A urgência na renovação da isenção tributária de dispositivos médicos
O setor de saúde no Brasil enfrenta um momento decisivo para a sustentabilidade financeira de diversos hospitais e clínicas. A isenção tributária de dispositivos médicos, benefício essencial para a operação da indústria e para a democratização do acesso a tecnologias de ponta, possui prazo de validade e o setor corre contra o tempo para garantir sua prorrogação até dezembro deste ano.

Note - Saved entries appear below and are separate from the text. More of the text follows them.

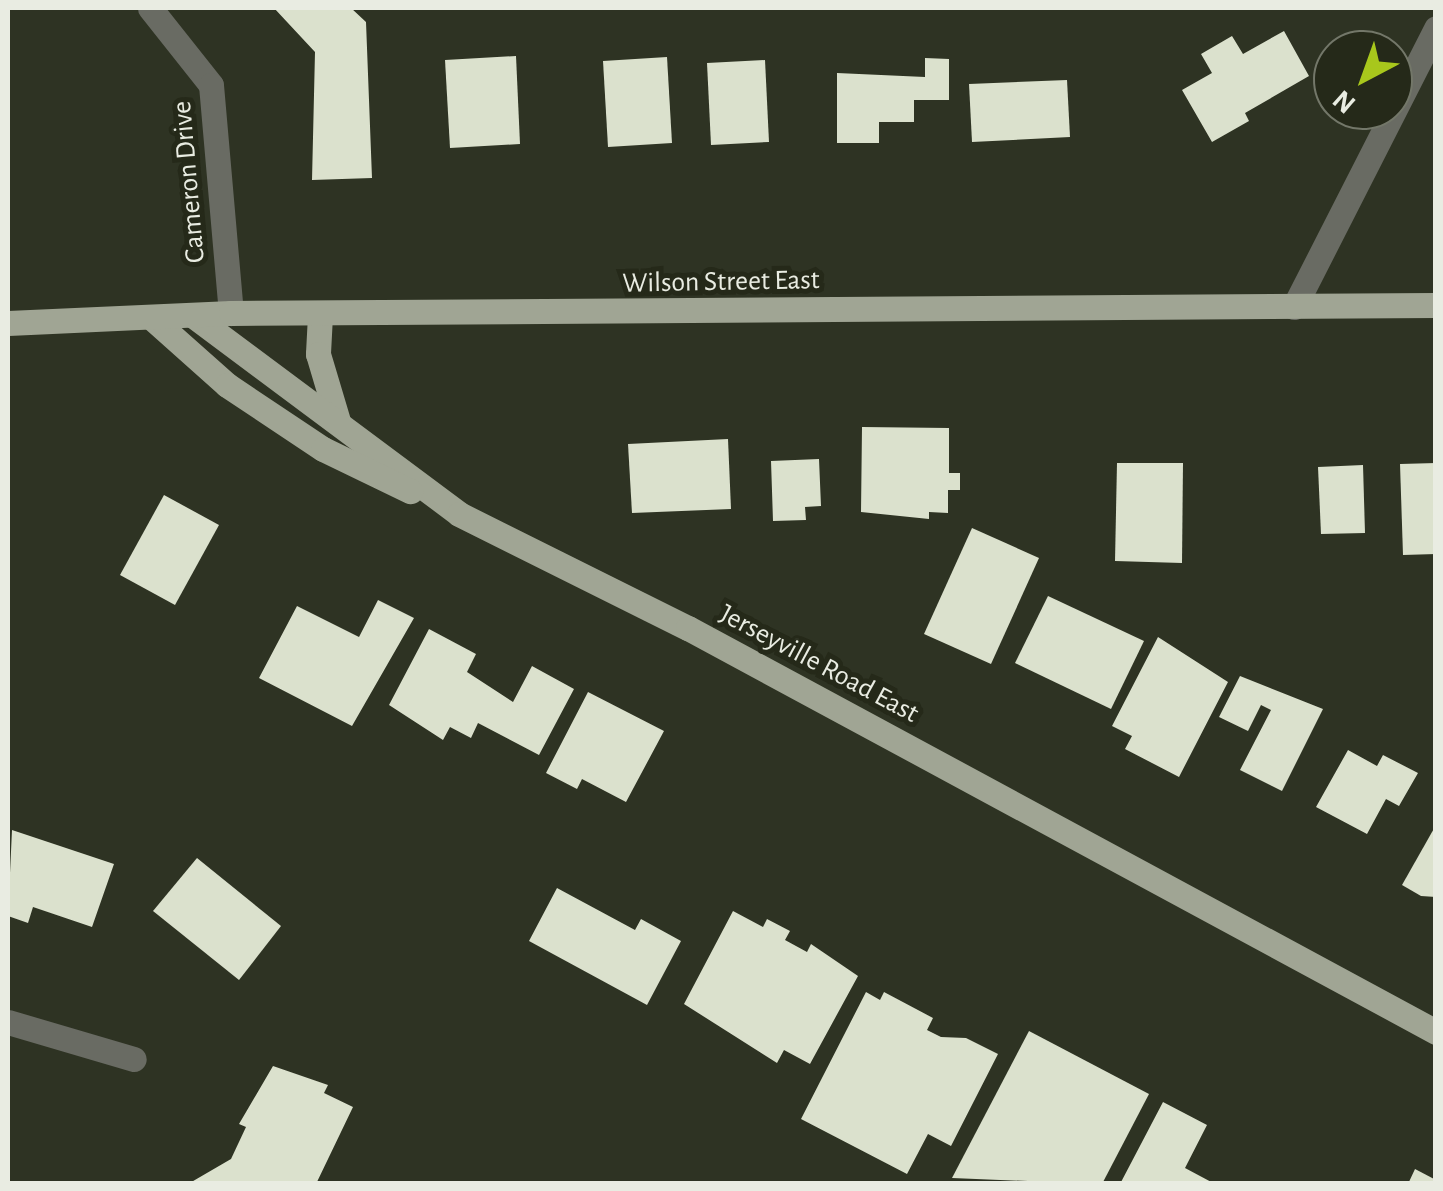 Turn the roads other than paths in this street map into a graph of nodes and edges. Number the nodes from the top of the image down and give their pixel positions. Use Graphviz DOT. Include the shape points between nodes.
graph roads {
  1 [pos="150,8"];
  2 [pos="1436,28"];
  3 [pos="1294,306"];
  4 [pos="1436,306"];
  5 [pos="231,314"];
  6 [pos="320,315"];
  7 [pos="194,318"];
  8 [pos="154,320"];
  9 [pos="8,324"];
  10 [pos="338,421"];
  11 [pos="460,514"];
  12 [pos="8,1022"];
  13 [pos="1436,1032"];
  14 [pos="134,1059"];
  1 -- 5 [label="street, Cameron Drive" via="211,85"];
  2 -- 3 [label="street"];
  3 -- 4 [label="main road, Wilson Street East"];
  3 -- 6 [label="main road, Wilson Street East"];
  5 -- 6 [label="main road, Wilson Street East"];
  5 -- 7 [label="main road, Wilson Street East"];
  6 -- 10 [label="main road" via="318,354"];
  7 -- 8 [label="main road, Wilson Street East"];
  7 -- 10 [label="main road, Jerseyville Road East"];
  8 -- 9 [label="main road, Wilson Street East"];
  8 -- 11 [label="main road" via="227,385 323,449"];
  10 -- 11 [label="main road, Jerseyville Road East"];
  11 -- 13 [label="main road, Jerseyville Road East" via="688,628"];
  12 -- 14 [label="street"];
}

Impacto econômico estimado em R$ 9,2 bilhões
Um estudo recente elaborado pela Aliança Brasileira da Indústria Inovadora em Saúde (ABIIS) traz um alerta preocupante para o cenário econômico e assistencial. Segundo a entidade, caso o benefício fiscal não seja renovado, o impacto negativo estimado é de R$ 9,2 bilhões. Esse montante reflete diretamente no custo operacional dos serviços de saúde e, consequentemente, no preço final dos dispositivos entregues à população.
Consequências para o ecossistema de saúde
A não renovação das normas de desoneração traz preocupações que vão além do financeiro, afetando diretamente a operação das instituições. Entre os principais riscos listados pelo setor, destacam-se:
- Aumento significativo no custo de aquisição de insumos hospitalares.
- Possível redução na oferta de tecnologias inovadoras para pacientes do SUS e da saúde suplementar.
- Risco de desabastecimento em setores críticos que dependem de equipamentos médicos importados ou de alta complexidade.
- Pressão inflacionária nos serviços de assistência à saúde em todo o território nacional.
O que está em jogo para a indústria e o paciente
A manutenção da isenção tributária de dispositivos médicos é vista pelo setor como uma política estratégica de Estado para o fortalecimento da infraestrutura hospitalar. Sem o benefício, a margem de operação das empresas pode ser drasticamente reduzida, travando investimentos em inovação e limitando a renovação do parque tecnológico das instituições de saúde.
O diálogo entre as entidades representativas e os órgãos governamentais segue intenso. A expectativa é que, com base nos dados apresentados pela ABIIS, as autoridades compreendam a relevância da manutenção da medida para evitar um choque de custos que impactaria toda a cadeia produtiva e o consumidor final no início do próximo ciclo fiscal.